What if we could engineer our own cells to do the work for us? Microglia are the brain’s resident immune cells. They can move around within the brain and respond to damage including the presence of amyloid beta plaques, the misfolded protein structures thought to be a driver of Alzheimer’s disease. There is evidence that age-related changes in the microglia are major contributors to neurodegenerative disease and brain ageing in general. In this study, researchers investigate whether microglia can be engineered to enhance amyloid beta clearance, potentially paving the way for them to be used as an Alzheimer’s therapy. While microglia would still need to be injected into the brain, they would adapt to their environment to specifically seek out diseased regions. They are also unable to form tumours – a potential problem with neural stem cell injection, which is another approach being explored for regenerating damaged brain regions.
The discovery:
The researchers first took human fibroblast cells and reprogrammed them into induced pluripotent stem cells (iPSCs). These iPSCs were then used to generate iPSC-derived microglia (iMGs). The researchers then used CRISPR gene editing, a precise gene-editing technology, to modify iMG to produce secreted neprilysin (sNEP). NEP is an enzyme not normally secreted by microglia that breaks down amyloid-beta, but the researchers placed the gene responsible for sNEP under the control of a special promoter called CD9. This is a genetic switch that activates sNEP production only in the presence of amyloid plaques, meaning that engineered microglia should only produce sNEP when they encounter amyloid.
Researchers then used a special mouse model engineered to lack its own microglia and to develop amyloid plaques. They transplanted the engineered iMG into the brains of these mice. The iMG successfully engrafted (integrated into the brain tissue) and produced NEP specifically in areas with amyloid plaques, which was associated with a significant reduction in plaques, fewer damaged nerve fibres and significantly less inflammation when compared to control mice injected with saline or with unmodified microglia. Importantly, they also saw a decrease in plasma neurofilament light chain (NfL), a biomarker indicating nerve damage.

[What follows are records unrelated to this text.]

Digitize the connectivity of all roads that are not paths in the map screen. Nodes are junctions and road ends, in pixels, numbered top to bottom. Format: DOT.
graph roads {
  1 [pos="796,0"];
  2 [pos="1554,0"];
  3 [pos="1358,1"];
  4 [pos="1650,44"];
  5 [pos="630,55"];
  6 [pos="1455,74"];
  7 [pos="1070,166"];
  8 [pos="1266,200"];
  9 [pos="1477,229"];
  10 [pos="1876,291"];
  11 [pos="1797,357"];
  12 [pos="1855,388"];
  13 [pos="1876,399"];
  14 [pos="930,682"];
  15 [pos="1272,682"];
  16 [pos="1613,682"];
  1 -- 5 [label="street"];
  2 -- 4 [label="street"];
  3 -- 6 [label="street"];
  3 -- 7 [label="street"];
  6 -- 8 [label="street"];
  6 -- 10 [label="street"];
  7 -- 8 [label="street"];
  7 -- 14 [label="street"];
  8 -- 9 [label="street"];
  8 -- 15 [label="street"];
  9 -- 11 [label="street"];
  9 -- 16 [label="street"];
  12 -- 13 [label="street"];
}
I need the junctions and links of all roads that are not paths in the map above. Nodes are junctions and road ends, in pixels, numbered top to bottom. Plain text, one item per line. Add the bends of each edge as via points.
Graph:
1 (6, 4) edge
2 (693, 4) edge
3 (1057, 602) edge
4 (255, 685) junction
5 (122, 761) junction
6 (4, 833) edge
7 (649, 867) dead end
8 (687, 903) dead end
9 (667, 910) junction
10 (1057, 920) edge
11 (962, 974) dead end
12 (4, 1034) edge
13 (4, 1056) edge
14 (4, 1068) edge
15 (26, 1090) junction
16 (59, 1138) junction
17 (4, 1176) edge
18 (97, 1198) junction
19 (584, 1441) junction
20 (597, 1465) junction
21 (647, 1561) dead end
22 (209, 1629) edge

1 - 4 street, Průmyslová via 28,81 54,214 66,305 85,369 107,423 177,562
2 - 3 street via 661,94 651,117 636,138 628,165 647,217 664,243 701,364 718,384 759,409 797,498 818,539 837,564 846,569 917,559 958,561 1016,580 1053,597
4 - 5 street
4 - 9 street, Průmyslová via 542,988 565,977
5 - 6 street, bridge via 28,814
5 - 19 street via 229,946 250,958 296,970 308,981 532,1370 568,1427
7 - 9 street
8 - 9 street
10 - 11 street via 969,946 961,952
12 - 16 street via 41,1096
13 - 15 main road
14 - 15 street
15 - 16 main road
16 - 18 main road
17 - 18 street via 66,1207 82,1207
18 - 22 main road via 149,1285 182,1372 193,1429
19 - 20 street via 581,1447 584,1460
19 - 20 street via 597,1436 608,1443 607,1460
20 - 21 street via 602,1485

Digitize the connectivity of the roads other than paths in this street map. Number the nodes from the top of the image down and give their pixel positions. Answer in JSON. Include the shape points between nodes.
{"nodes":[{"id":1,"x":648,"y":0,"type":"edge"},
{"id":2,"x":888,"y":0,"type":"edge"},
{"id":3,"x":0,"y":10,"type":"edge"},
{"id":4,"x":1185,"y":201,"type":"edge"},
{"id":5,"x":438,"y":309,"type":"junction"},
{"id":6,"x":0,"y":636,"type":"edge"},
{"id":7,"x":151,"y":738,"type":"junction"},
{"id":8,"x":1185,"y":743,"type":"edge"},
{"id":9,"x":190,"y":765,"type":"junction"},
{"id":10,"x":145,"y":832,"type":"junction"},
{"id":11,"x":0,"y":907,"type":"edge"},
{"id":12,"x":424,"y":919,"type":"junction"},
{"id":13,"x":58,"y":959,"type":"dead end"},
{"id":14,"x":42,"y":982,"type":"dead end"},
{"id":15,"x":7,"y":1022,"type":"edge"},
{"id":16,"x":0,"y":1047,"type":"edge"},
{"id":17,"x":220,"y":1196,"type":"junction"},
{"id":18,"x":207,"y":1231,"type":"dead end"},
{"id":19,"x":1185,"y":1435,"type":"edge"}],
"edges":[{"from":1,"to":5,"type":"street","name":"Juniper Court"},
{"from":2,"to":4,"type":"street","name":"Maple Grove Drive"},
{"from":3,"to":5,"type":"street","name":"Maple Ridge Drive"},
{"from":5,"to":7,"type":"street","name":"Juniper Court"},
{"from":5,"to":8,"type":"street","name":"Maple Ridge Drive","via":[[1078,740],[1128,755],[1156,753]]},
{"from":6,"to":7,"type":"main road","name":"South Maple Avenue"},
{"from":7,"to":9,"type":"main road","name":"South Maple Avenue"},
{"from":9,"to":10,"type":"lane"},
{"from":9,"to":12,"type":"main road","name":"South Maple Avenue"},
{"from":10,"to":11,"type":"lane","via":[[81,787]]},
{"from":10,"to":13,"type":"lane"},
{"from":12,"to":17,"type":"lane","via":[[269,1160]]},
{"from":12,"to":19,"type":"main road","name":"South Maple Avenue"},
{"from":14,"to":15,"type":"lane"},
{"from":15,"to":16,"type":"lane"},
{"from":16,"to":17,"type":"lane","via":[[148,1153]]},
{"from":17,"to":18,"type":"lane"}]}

The study also investigated how iMGs responded to two other brain pathologies: metastasised breast cancer and multiple sclerosis. They found that iMGs did respond differently to these conditions, and also identified some genetic promoters responsible for regulating this response and that could be used to deliver therapeutic molecules in these diseases.
The implications:
This is early research and should be considered a proof of principal at this stage, but it’s an enticing one. Scientists are increasingly using genetic techniques to develop smart ways of getting around the traditional limitations of drug delivery, in this case by using the body’s own immune cells as a targeted drug delivery system. However, animal models are notoriously bad models of neurodegenerative disease, because the techniques used to make the animals develop these conditions mean that they often bear limited resemblance to what happens in human brains over the course of an entire lifetime, even if the end result looks similar. Much more work will need to be done for this to ever reach the clinic, but we have one more tool in the toolkit.